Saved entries
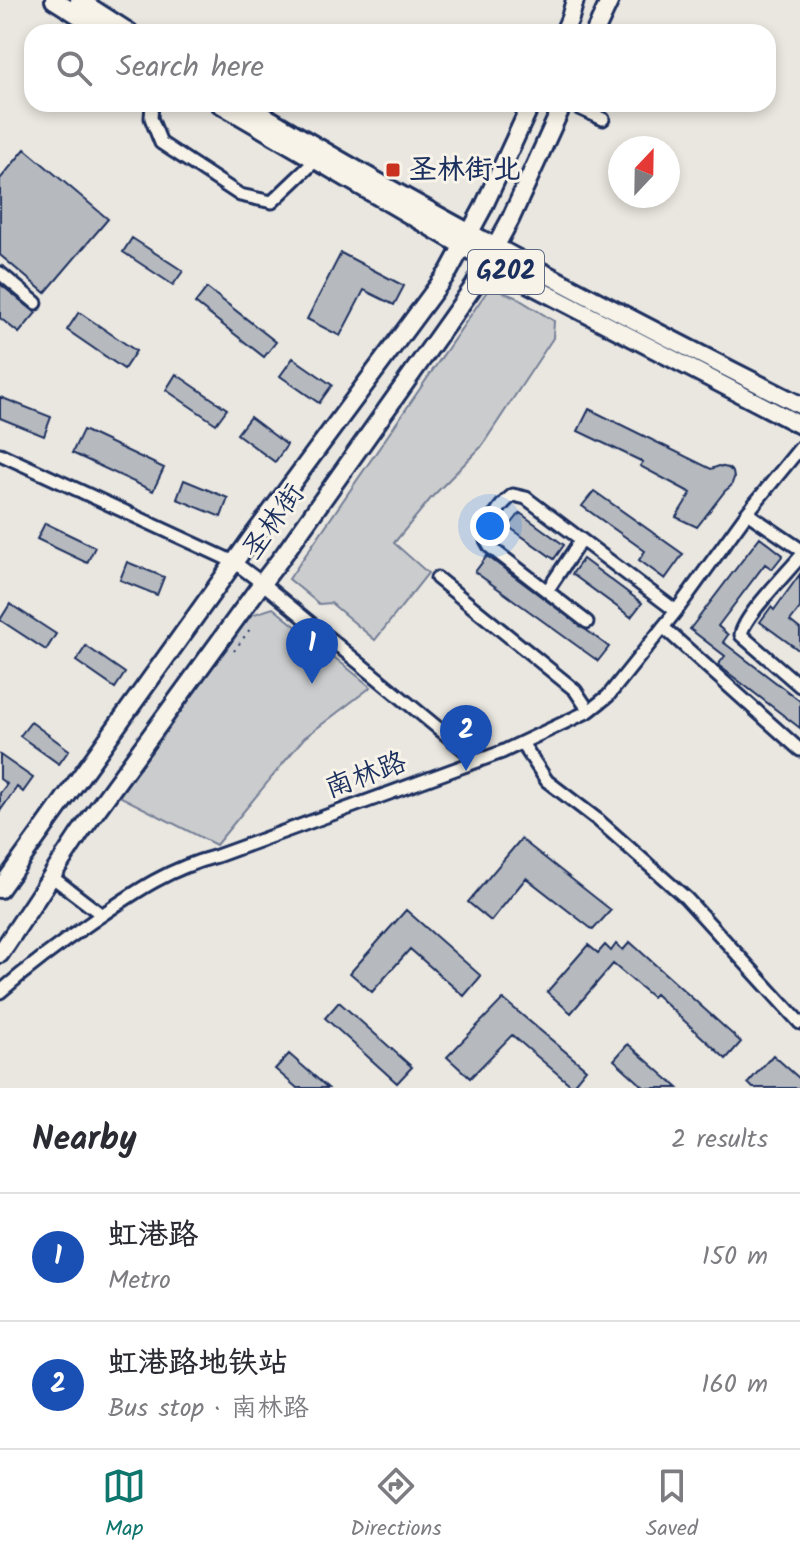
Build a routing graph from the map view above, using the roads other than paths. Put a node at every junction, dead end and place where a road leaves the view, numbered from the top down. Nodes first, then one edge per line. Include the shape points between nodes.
1 (54, 0) edge
2 (79, 0) edge
3 (575, 0) edge
4 (610, 0) edge
5 (92, 24) edge
6 (116, 24) edge
7 (567, 24) edge
8 (599, 24) edge
9 (151, 112) edge
10 (233, 112) edge
11 (258, 112) edge
12 (527, 112) edge
13 (559, 112) edge
14 (588, 112) edge
15 (603, 119) dead end
16 (315, 161) junction
17 (466, 240) junction
18 (491, 254) junction
19 (0, 273) edge
20 (36, 303) dead end
21 (800, 405) edge
22 (800, 425) edge
23 (800, 448) edge
24 (0, 454) edge
25 (747, 513) junction
26 (581, 540) junction
27 (800, 549) edge
28 (800, 557) edge
29 (234, 562) junction
30 (437, 578) dead end
31 (262, 583) junction
32 (547, 591) junction
33 (676, 611) junction
34 (587, 622) dead end
35 (663, 627) junction
36 (800, 686) edge
37 (589, 711) junction
38 (522, 743) junction
39 (800, 750) edge
40 (478, 761) junction
41 (51, 876) junction
42 (0, 889) edge
43 (102, 915) junction
44 (0, 954) edge
45 (21, 973) junction
46 (0, 976) edge
47 (0, 992) edge
48 (800, 1023) edge

1 - 5 highway
2 - 6 highway
3 - 7 highway
4 - 8 highway
9 - 16 street via 161,143 240,195 272,202
10 - 16 highway, G202
11 - 17 highway, G202
12 - 17 highway, 圣林街
13 - 18 highway, 圣林街
14 - 15 street
16 - 17 highway, G202
17 - 18 highway, G202
17 - 29 highway, 圣林街 via 449,271
18 - 21 highway, G202
18 - 22 highway, G202 via 519,279
18 - 31 highway, 圣林街 via 449,322
19 - 20 street
23 - 25 street, 南林路
24 - 29 street
25 - 27 street
25 - 33 street, 南林路
26 - 32 street
26 - 32 street via 526,498 513,495 495,514 486,540 490,547
26 - 33 street
28 - 36 street via 752,613 741,635
29 - 31 street
29 - 42 highway, 圣林街
30 - 37 street via 575,690
31 - 40 street
31 - 41 highway, 圣林街
32 - 34 street
33 - 35 street, 南林路
35 - 37 street, 南林路 via 608,696
35 - 39 street
37 - 38 street, 南林路
38 - 40 street, 南林路
38 - 48 street via 547,781 686,898
40 - 43 street, 南林路 via 193,862 155,879
41 - 43 street
41 - 44 highway, 圣林街
43 - 45 street, 南林路
45 - 46 street
45 - 47 street, 南林路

_Required work:_ Pictures excluded, set down all the entries exactly.

_Expected answer:_
Build a routing graph from the map view above, using the roads other than paths. Put a node at every junction, dead end and place where a road leaves the view, numbered from the top down. Nodes first, then one edge per line. Include the shape points between nodes.
1 (54, 0) edge
2 (79, 0) edge
3 (575, 0) edge
4 (610, 0) edge
5 (92, 24) edge
6 (116, 24) edge
7 (567, 24) edge
8 (599, 24) edge
9 (151, 112) edge
10 (233, 112) edge
11 (258, 112) edge
12 (527, 112) edge
13 (559, 112) edge
14 (588, 112) edge
15 (603, 119) dead end
16 (315, 161) junction
17 (466, 240) junction
18 (491, 254) junction
19 (0, 273) edge
20 (36, 303) dead end
21 (800, 405) edge
22 (800, 425) edge
23 (800, 448) edge
24 (0, 454) edge
25 (747, 513) junction
26 (581, 540) junction
27 (800, 549) edge
28 (800, 557) edge
29 (234, 562) junction
30 (437, 578) dead end
31 (262, 583) junction
32 (547, 591) junction
33 (676, 611) junction
34 (587, 622) dead end
35 (663, 627) junction
36 (800, 686) edge
37 (589, 711) junction
38 (522, 743) junction
39 (800, 750) edge
40 (478, 761) junction
41 (51, 876) junction
42 (0, 889) edge
43 (102, 915) junction
44 (0, 954) edge
45 (21, 973) junction
46 (0, 976) edge
47 (0, 992) edge
48 (800, 1023) edge

1 - 5 highway
2 - 6 highway
3 - 7 highway
4 - 8 highway
9 - 16 street via 161,143 240,195 272,202
10 - 16 highway, G202
11 - 17 highway, G202
12 - 17 highway, 圣林街
13 - 18 highway, 圣林街
14 - 15 street
16 - 17 highway, G202
17 - 18 highway, G202
17 - 29 highway, 圣林街 via 449,271
18 - 21 highway, G202
18 - 22 highway, G202 via 519,279
18 - 31 highway, 圣林街 via 449,322
19 - 20 street
23 - 25 street, 南林路
24 - 29 street
25 - 27 street
25 - 33 street, 南林路
26 - 32 street
26 - 32 street via 526,498 513,495 495,514 486,540 490,547
26 - 33 street
28 - 36 street via 752,613 741,635
29 - 31 street
29 - 42 highway, 圣林街
30 - 37 street via 575,690
31 - 40 street
31 - 41 highway, 圣林街
32 - 34 street
33 - 35 street, 南林路
35 - 37 street, 南林路 via 608,696
35 - 39 street
37 - 38 street, 南林路
38 - 40 street, 南林路
38 - 48 street via 547,781 686,898
40 - 43 street, 南林路 via 193,862 155,879
41 - 43 street
41 - 44 highway, 圣林街
43 - 45 street, 南林路
45 - 46 street
45 - 47 street, 南林路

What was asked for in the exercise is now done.